If TBS can often feel like they are relying overly easily and sytematically on red fruits, shampooey scents and burnt crèmes brûlées of different ilks while their White Musk continues to perform well, Smoky Poppy is a departure from that comfort zone into a territory of exploration of dangerous smells. It is like a musing on a myth and a legend. For most, it is probably just going to smell sultry. For perfumistas, an audience more in the know, Smoky Poppy comes laced with covert references.
The eau de toilette is said to be based on a hand-picked harvest of poppies cultivated in the region of Ankara, Turkey, one of the biggest producers of unscratched poppies in the world. In Turkish, the word "afyon" means both "poppy" and "opium". What the perfume turns out to be is an impression and a study of Opium by Yves Saint Laurent but as if seen through the filter of history - and as conceptual art.
This fragrance is no mere replica. It shows thinking and re-thinking. The perfume smells first of all like a more vintage interpretation of the current Opium by YSL, albeit with added nuances which make you think that the slightly hippie roots of the store are showing. It is a smokier, but also fattier Opium evoking opium paste. The composition smells as if it had experienced the hippie era in Kathmandu without smelling straightforwardly like a headshop; It flirts with that sensation though. It is also slightly more medicinal. A nuance of Chinese star aniseed hits the nose in the beginning underlining the subtle spiciness of the blend.
Fumeuse d'opium by Léon Busy, color autochrome, 1915 - Collection Albert-Kahn
I had to ask someone who has had experience inspecting the fields of the opium trade and smelling the smoke of the legendary drug if the scent was reminiscent of the real-world sensation? And the answer is yes. The base notes are reportedly within the olfactory range of real opium smoke, which is characterized by that person as having a distinctive "sweetish" smell.
Because Smoky Poppy is more realistic than YSL Opium, but also smokier than it, and again, fattier and thicker, it calls to mind better the foggy atmosphere of an opium den.
This, to me, is a less abstract version of the forbidden narcotic, yet quite nuanced. I see it as conceptual art because it could be the fragrance found in an installation about the historical custom, or you could have expected to find it in a Comme des Garçons fragrance thriving on irony and second degree.

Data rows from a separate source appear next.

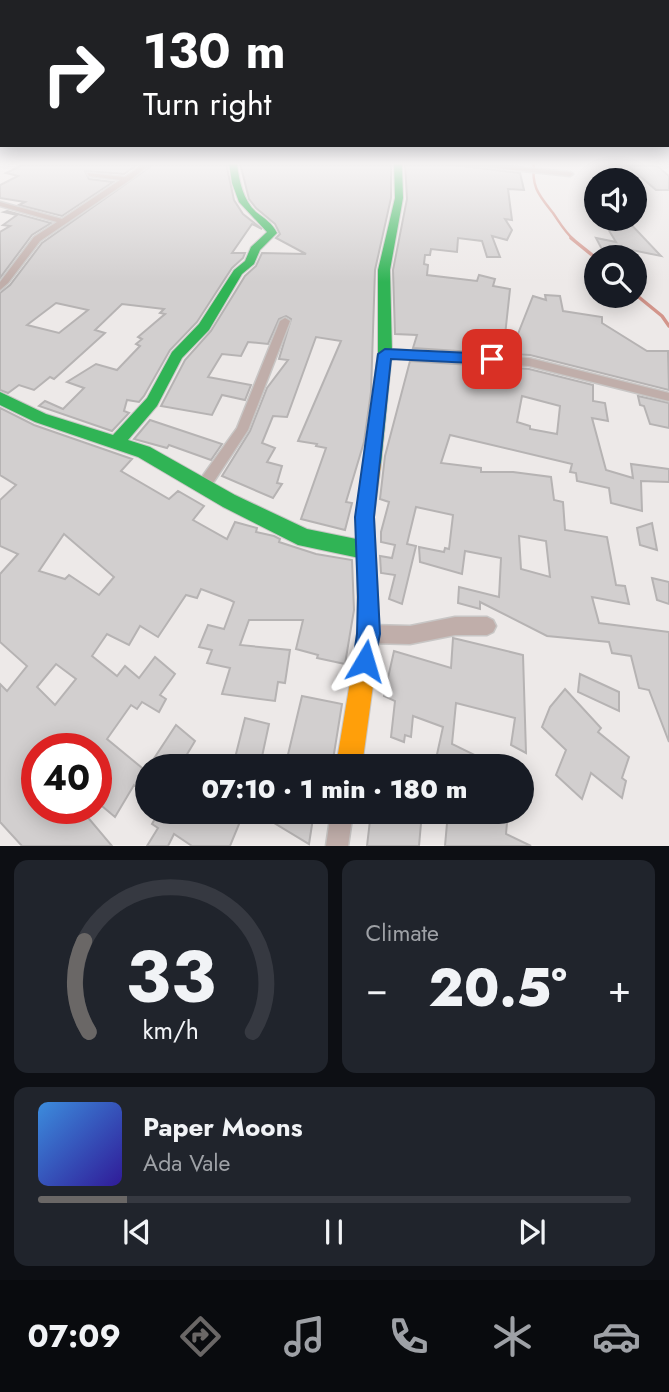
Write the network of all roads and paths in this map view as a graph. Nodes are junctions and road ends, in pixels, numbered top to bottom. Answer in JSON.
{"nodes":[{"id":1,"x":92,"y":202,"type":"edge"},
{"id":2,"x":244,"y":202,"type":"edge"},
{"id":3,"x":398,"y":202,"type":"edge"},
{"id":4,"x":0,"y":204,"type":"edge"},
{"id":5,"x":63,"y":221,"type":"junction"},
{"id":6,"x":0,"y":287,"type":"edge"},
{"id":7,"x":285,"y":321,"type":"dead end"},
{"id":8,"x":385,"y":354,"type":"junction"},
{"id":9,"x":669,"y":397,"type":"edge"},
{"id":10,"x":0,"y":398,"type":"edge"},
{"id":11,"x":116,"y":443,"type":"junction"},
{"id":12,"x":204,"y":485,"type":"junction"},
{"id":13,"x":364,"y":549,"type":"junction"},
{"id":14,"x":487,"y":626,"type":"dead end"},
{"id":15,"x":369,"y":634,"type":"junction"},
{"id":16,"x":351,"y":754,"type":"edge"},
{"id":17,"x":340,"y":824,"type":"edge"},
{"id":18,"x":337,"y":846,"type":"edge"}],
"edges":[{"from":1,"to":5,"type":"street"},
{"from":2,"to":11,"type":"street"},
{"from":3,"to":8,"type":"street"},
{"from":4,"to":5,"type":"street"},
{"from":5,"to":6,"type":"street"},
{"from":7,"to":12,"type":"street"},
{"from":8,"to":9,"type":"street"},
{"from":8,"to":13,"type":"street"},
{"from":10,"to":11,"type":"street"},
{"from":11,"to":12,"type":"street"},
{"from":12,"to":13,"type":"street"},
{"from":13,"to":15,"type":"street"},
{"from":14,"to":15,"type":"street"},
{"from":15,"to":16,"type":"street"},
{"from":17,"to":18,"type":"street"}]}
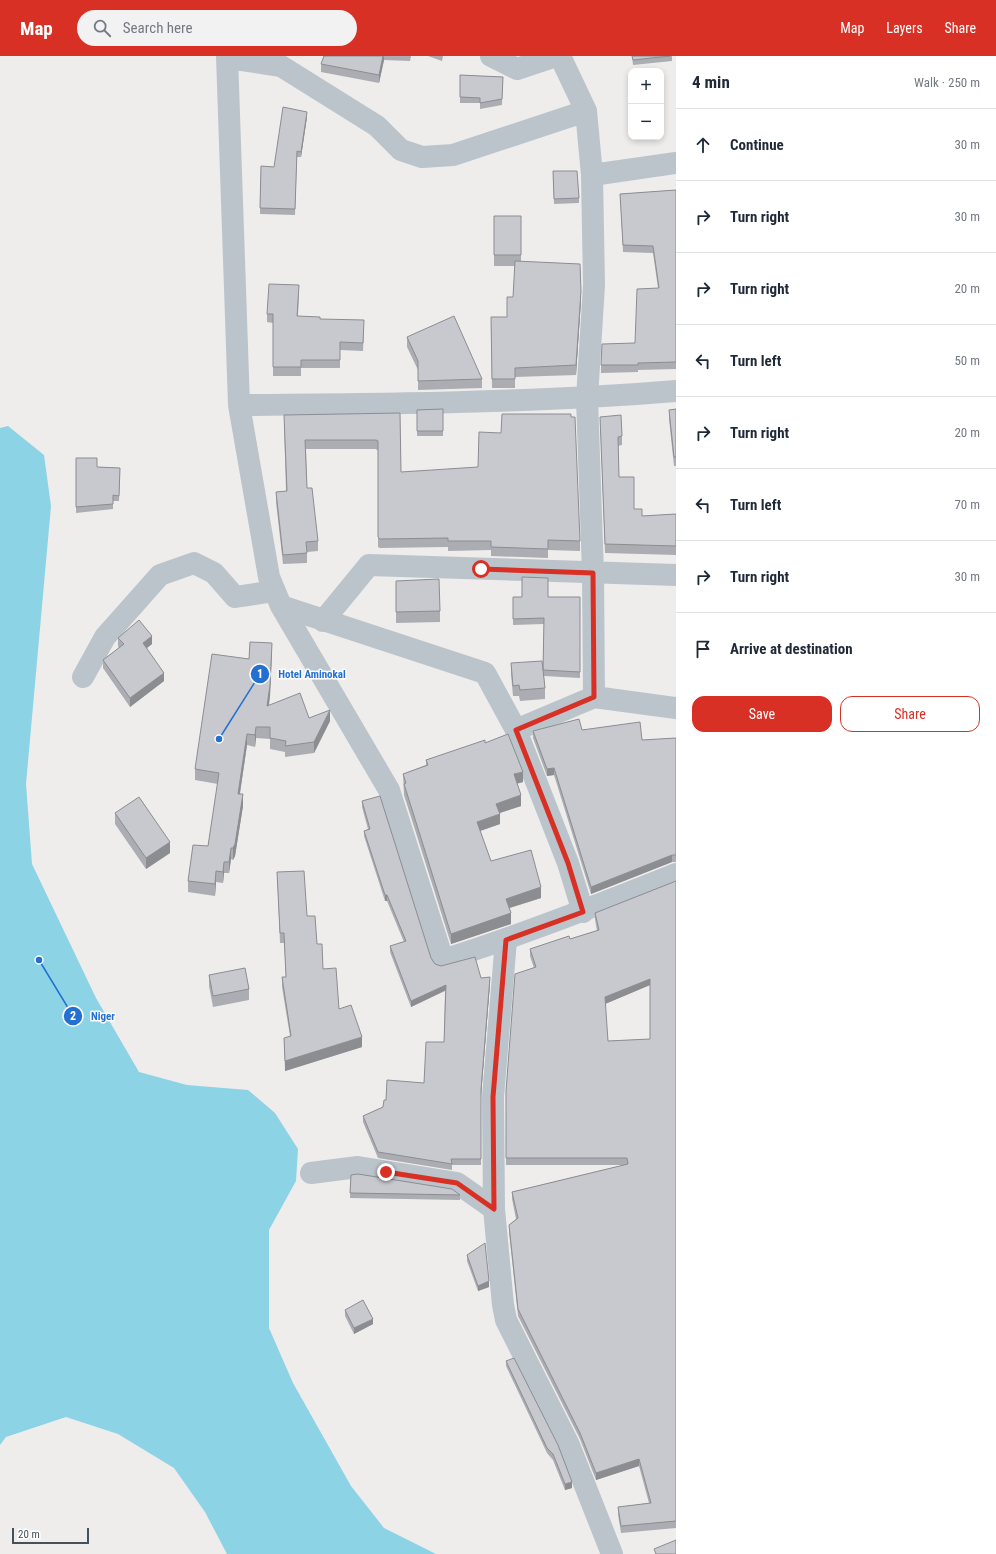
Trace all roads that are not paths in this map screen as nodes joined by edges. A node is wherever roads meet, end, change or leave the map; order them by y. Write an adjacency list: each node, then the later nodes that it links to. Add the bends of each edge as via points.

Smoky Poppy is a very pleasant and sensual fragrance which is very well done. It manages to offer just the right, heavy-handed dose of transgression which in a rare feat makes you consider for once that olfactory notes speak louder than words. In so many instances do we see forced discourses on danger and taboo-breaking in perfumes. It is refreshing to smell, at last, a fragrance which authentically evokes a different era and a sense of pushing the door to a forbidden zone. Even after you've analyzed it, it retains its narcotic character and an elusive aura.